EXERCISE GOAL: Your task is to find every line of the data that holds the string "Hemlock" and copy it.

AVAILABLE RECORDS:

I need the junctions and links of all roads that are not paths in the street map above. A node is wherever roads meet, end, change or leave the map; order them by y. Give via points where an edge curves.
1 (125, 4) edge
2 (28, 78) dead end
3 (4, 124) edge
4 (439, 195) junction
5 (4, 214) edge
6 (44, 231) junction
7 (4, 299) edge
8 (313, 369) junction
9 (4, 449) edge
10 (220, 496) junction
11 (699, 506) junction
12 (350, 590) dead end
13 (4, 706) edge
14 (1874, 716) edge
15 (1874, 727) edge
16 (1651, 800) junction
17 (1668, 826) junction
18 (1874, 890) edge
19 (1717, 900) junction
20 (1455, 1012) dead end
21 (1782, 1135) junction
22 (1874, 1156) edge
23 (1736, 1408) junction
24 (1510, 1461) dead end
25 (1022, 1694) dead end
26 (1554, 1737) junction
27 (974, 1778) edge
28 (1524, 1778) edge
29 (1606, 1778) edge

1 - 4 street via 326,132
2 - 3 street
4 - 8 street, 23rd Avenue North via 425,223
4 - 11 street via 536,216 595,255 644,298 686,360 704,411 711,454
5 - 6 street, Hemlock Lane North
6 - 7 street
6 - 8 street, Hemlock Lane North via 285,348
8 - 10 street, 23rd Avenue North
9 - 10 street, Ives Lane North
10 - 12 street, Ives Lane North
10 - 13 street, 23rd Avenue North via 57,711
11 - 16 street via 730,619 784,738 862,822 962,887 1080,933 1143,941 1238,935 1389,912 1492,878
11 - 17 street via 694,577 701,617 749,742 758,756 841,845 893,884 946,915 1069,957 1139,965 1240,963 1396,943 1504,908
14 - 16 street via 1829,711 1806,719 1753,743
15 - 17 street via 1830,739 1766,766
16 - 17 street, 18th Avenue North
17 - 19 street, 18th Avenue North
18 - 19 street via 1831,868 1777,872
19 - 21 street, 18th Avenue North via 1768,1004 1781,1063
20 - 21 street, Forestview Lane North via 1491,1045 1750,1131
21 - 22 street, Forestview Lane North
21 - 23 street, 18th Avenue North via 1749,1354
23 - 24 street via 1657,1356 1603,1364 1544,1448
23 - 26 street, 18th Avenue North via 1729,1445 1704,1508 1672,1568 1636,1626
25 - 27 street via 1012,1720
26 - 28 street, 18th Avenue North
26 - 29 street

EXERCISE RESULT:
5 - 6 street, Hemlock Lane North
6 - 8 street, Hemlock Lane North via 285,348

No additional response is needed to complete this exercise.